▶ Task details: Your reply is to be the lines below, exactly as written, with images omitted.

Record excerpts Start Marker

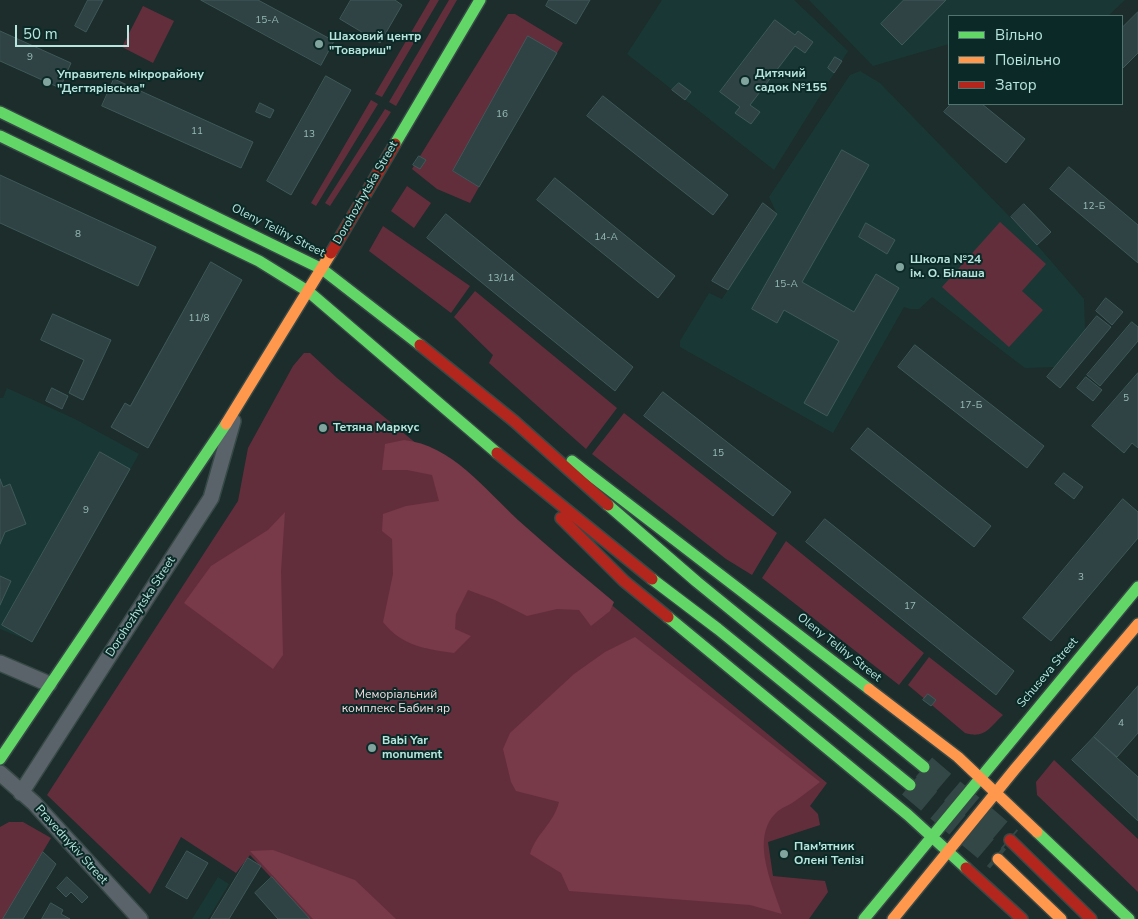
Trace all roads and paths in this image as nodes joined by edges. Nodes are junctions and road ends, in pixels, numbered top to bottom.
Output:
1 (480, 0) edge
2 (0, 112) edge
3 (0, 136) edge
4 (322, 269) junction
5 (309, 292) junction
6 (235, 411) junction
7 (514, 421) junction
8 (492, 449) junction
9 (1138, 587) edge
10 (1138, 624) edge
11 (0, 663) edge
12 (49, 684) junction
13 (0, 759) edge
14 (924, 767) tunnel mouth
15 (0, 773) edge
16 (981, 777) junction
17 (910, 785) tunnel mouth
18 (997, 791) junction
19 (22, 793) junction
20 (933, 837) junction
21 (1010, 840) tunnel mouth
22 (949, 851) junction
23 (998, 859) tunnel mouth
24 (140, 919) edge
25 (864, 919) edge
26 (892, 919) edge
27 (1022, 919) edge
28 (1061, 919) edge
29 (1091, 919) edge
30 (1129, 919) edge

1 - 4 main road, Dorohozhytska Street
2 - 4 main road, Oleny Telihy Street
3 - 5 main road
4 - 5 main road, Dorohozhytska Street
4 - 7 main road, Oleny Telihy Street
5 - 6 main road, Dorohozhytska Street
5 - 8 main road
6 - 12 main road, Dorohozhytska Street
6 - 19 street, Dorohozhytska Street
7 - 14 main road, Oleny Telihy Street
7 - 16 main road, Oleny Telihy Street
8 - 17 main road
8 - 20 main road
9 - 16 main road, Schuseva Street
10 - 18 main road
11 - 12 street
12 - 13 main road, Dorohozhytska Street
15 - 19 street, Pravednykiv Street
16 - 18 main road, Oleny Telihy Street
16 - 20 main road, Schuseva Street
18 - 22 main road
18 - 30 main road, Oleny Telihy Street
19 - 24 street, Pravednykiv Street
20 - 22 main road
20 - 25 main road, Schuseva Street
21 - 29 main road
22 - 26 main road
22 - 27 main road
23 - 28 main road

Record excerpts End Marker

▶ Result for this exercise:
Trace all roads and paths in this image as nodes joined by edges. Nodes are junctions and road ends, in pixels, numbered top to bottom.
Output:
1 (480, 0) edge
2 (0, 112) edge
3 (0, 136) edge
4 (322, 269) junction
5 (309, 292) junction
6 (235, 411) junction
7 (514, 421) junction
8 (492, 449) junction
9 (1138, 587) edge
10 (1138, 624) edge
11 (0, 663) edge
12 (49, 684) junction
13 (0, 759) edge
14 (924, 767) tunnel mouth
15 (0, 773) edge
16 (981, 777) junction
17 (910, 785) tunnel mouth
18 (997, 791) junction
19 (22, 793) junction
20 (933, 837) junction
21 (1010, 840) tunnel mouth
22 (949, 851) junction
23 (998, 859) tunnel mouth
24 (140, 919) edge
25 (864, 919) edge
26 (892, 919) edge
27 (1022, 919) edge
28 (1061, 919) edge
29 (1091, 919) edge
30 (1129, 919) edge

1 - 4 main road, Dorohozhytska Street
2 - 4 main road, Oleny Telihy Street
3 - 5 main road
4 - 5 main road, Dorohozhytska Street
4 - 7 main road, Oleny Telihy Street
5 - 6 main road, Dorohozhytska Street
5 - 8 main road
6 - 12 main road, Dorohozhytska Street
6 - 19 street, Dorohozhytska Street
7 - 14 main road, Oleny Telihy Street
7 - 16 main road, Oleny Telihy Street
8 - 17 main road
8 - 20 main road
9 - 16 main road, Schuseva Street
10 - 18 main road
11 - 12 street
12 - 13 main road, Dorohozhytska Street
15 - 19 street, Pravednykiv Street
16 - 18 main road, Oleny Telihy Street
16 - 20 main road, Schuseva Street
18 - 22 main road
18 - 30 main road, Oleny Telihy Street
19 - 24 street, Pravednykiv Street
20 - 22 main road
20 - 25 main road, Schuseva Street
21 - 29 main road
22 - 26 main road
22 - 27 main road
23 - 28 main road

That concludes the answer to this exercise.